**TASK OBJECTIVE:**
The reply should hold every line of the listing exactly, and none of its images.

**TASK DATA:**
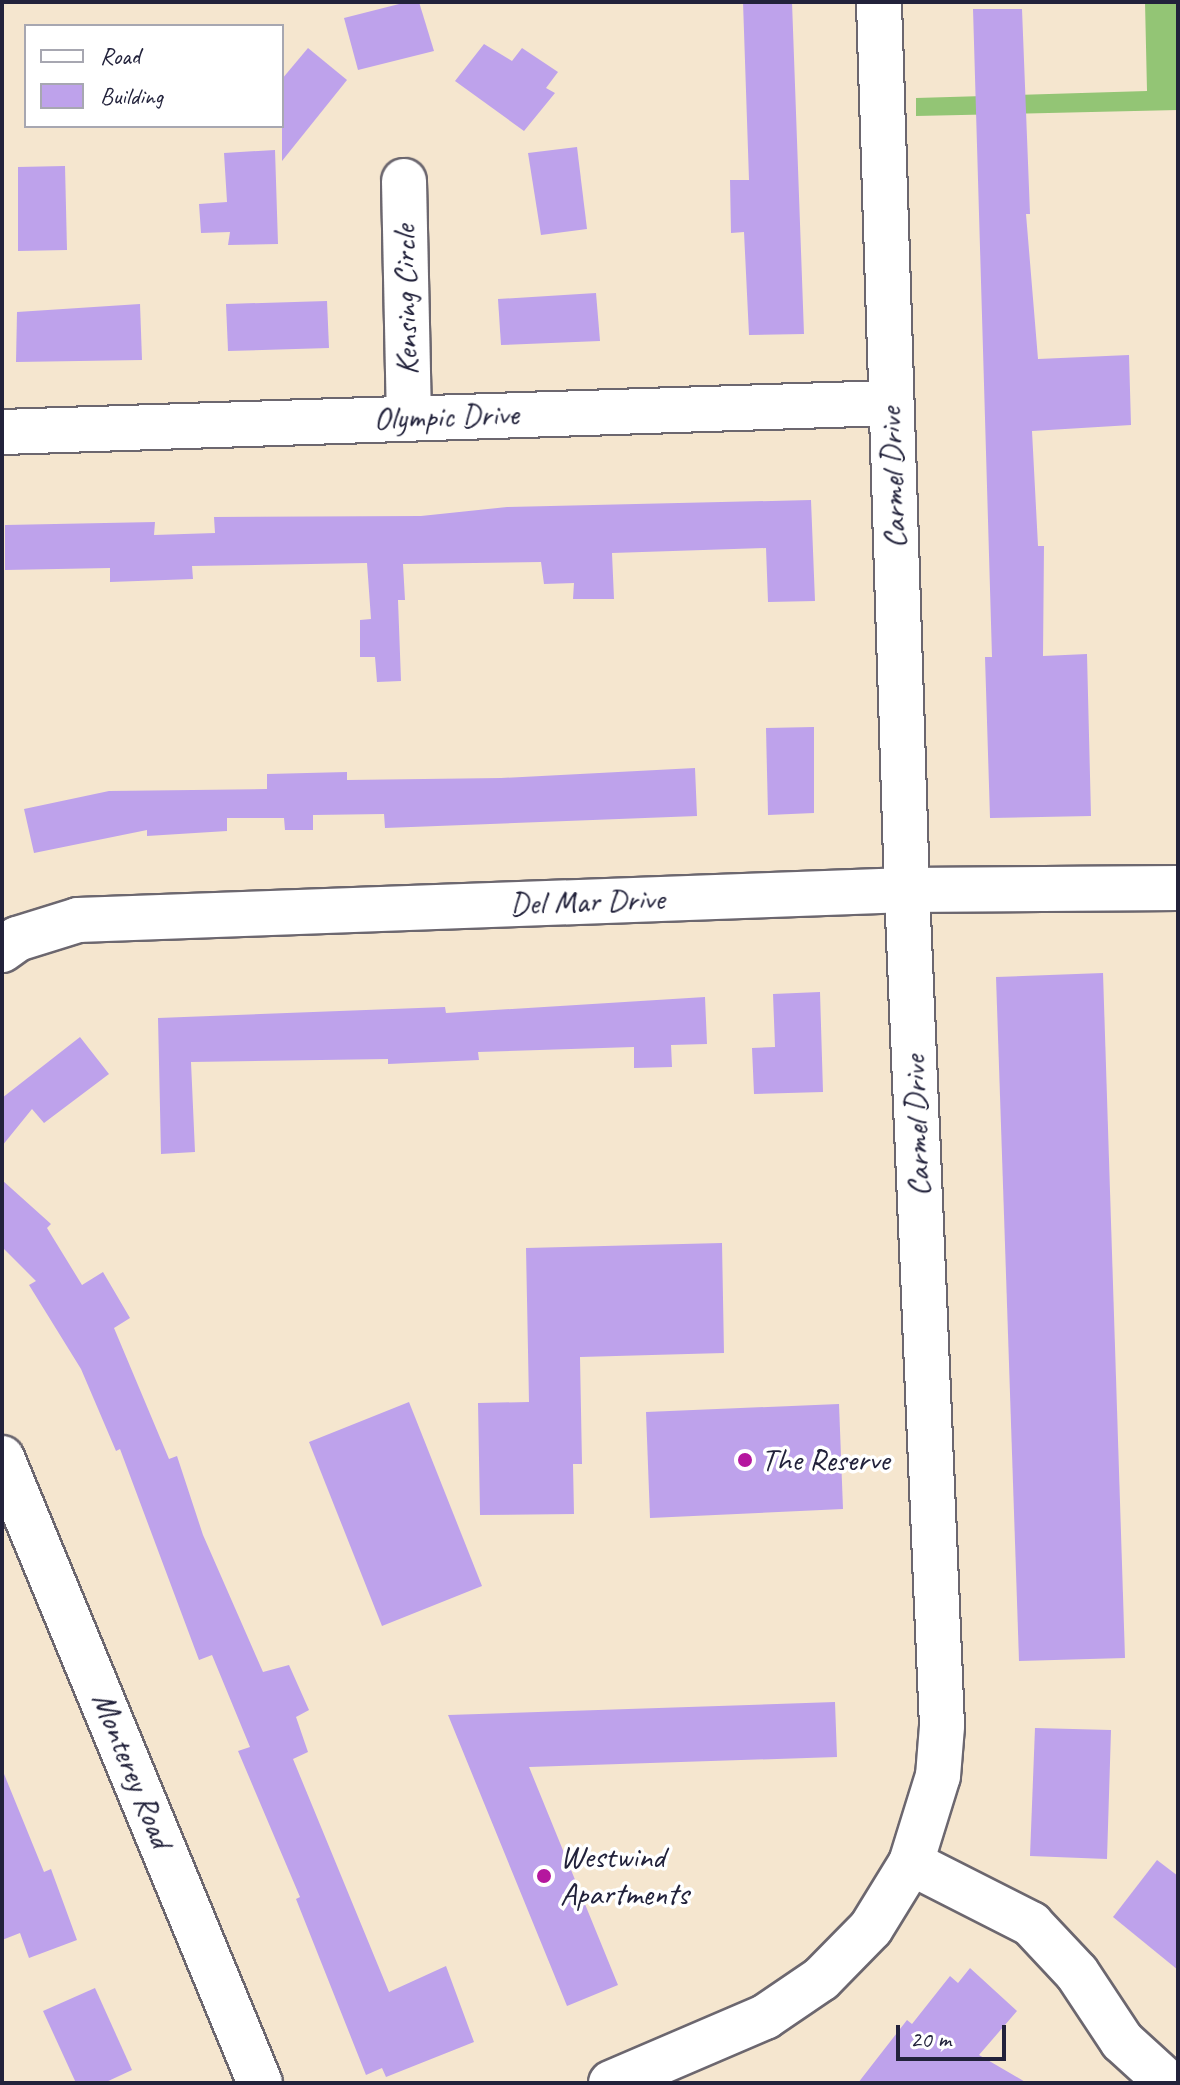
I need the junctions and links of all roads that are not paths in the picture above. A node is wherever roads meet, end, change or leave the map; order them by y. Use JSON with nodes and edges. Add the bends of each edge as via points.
{"nodes":[{"id":1,"x":879,"y":2,"type":"edge"},
{"id":2,"x":404,"y":181,"type":"dead end"},
{"id":3,"x":891,"y":403,"type":"junction"},
{"id":4,"x":409,"y":418,"type":"junction"},
{"id":5,"x":2,"y":432,"type":"edge"},
{"id":6,"x":1178,"y":888,"type":"edge"},
{"id":7,"x":907,"y":890,"type":"junction"},
{"id":8,"x":2,"y":950,"type":"edge"},
{"id":9,"x":2,"y":1458,"type":"edge"},
{"id":10,"x":911,"y":1863,"type":"junction"},
{"id":11,"x":677,"y":2071,"type":"edge"},
{"id":12,"x":260,"y":2083,"type":"edge"},
{"id":13,"x":611,"y":2083,"type":"edge"},
{"id":14,"x":1168,"y":2083,"type":"edge"}],
"edges":[{"from":1,"to":3,"type":"street","name":"Carmel Drive"},
{"from":2,"to":4,"type":"street","name":"Kensing Circle"},
{"from":3,"to":4,"type":"street","name":"Olympic Drive"},
{"from":3,"to":7,"type":"street","name":"Carmel Drive"},
{"from":4,"to":5,"type":"street","name":"Olympic Drive"},
{"from":6,"to":7,"type":"street","name":"Del Mar Drive"},
{"from":7,"to":8,"type":"street","name":"Del Mar Drive","via":[[78,920],[17,939]]},
{"from":7,"to":10,"type":"street","name":"Carmel Drive","via":[[942,1726],[938,1776]]},
{"from":9,"to":12,"type":"street","name":"Monterey Road"},
{"from":10,"to":11,"type":"street","name":"Carmel Drive","via":[[871,1928],[821,1979]]},
{"from":10,"to":14,"type":"street","via":[[1031,1924],[1077,1973],[1122,2041]]},
{"from":11,"to":13,"type":"street","name":"Carmel Drive"}]}
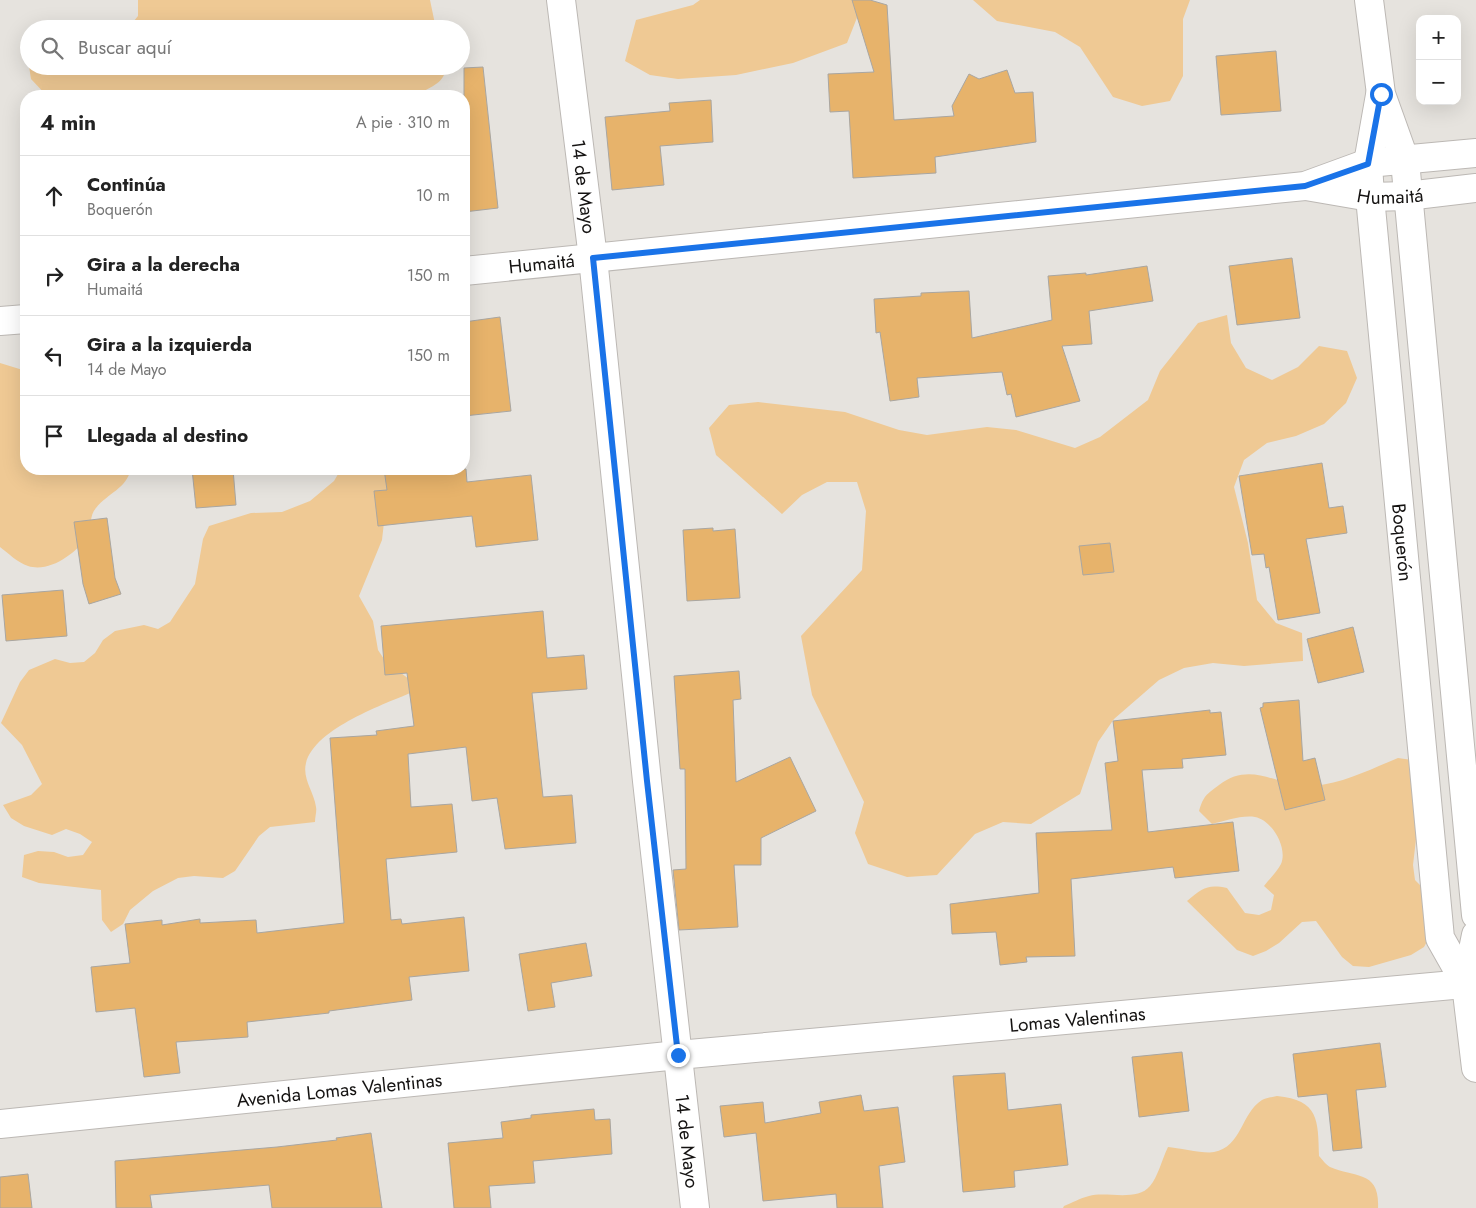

**RESPONSE BELOW:**
I need the junctions and links of all roads that are not paths in the picture above. A node is wherever roads meet, end, change or leave the map; order them by y. Use JSON with nodes and edges. Add the bends of each edge as via points.
{"nodes":[{"id":1,"x":879,"y":2,"type":"edge"},
{"id":2,"x":404,"y":181,"type":"dead end"},
{"id":3,"x":891,"y":403,"type":"junction"},
{"id":4,"x":409,"y":418,"type":"junction"},
{"id":5,"x":2,"y":432,"type":"edge"},
{"id":6,"x":1178,"y":888,"type":"edge"},
{"id":7,"x":907,"y":890,"type":"junction"},
{"id":8,"x":2,"y":950,"type":"edge"},
{"id":9,"x":2,"y":1458,"type":"edge"},
{"id":10,"x":911,"y":1863,"type":"junction"},
{"id":11,"x":677,"y":2071,"type":"edge"},
{"id":12,"x":260,"y":2083,"type":"edge"},
{"id":13,"x":611,"y":2083,"type":"edge"},
{"id":14,"x":1168,"y":2083,"type":"edge"}],
"edges":[{"from":1,"to":3,"type":"street","name":"Carmel Drive"},
{"from":2,"to":4,"type":"street","name":"Kensing Circle"},
{"from":3,"to":4,"type":"street","name":"Olympic Drive"},
{"from":3,"to":7,"type":"street","name":"Carmel Drive"},
{"from":4,"to":5,"type":"street","name":"Olympic Drive"},
{"from":6,"to":7,"type":"street","name":"Del Mar Drive"},
{"from":7,"to":8,"type":"street","name":"Del Mar Drive","via":[[78,920],[17,939]]},
{"from":7,"to":10,"type":"street","name":"Carmel Drive","via":[[942,1726],[938,1776]]},
{"from":9,"to":12,"type":"street","name":"Monterey Road"},
{"from":10,"to":11,"type":"street","name":"Carmel Drive","via":[[871,1928],[821,1979]]},
{"from":10,"to":14,"type":"street","via":[[1031,1924],[1077,1973],[1122,2041]]},
{"from":11,"to":13,"type":"street","name":"Carmel Drive"}]}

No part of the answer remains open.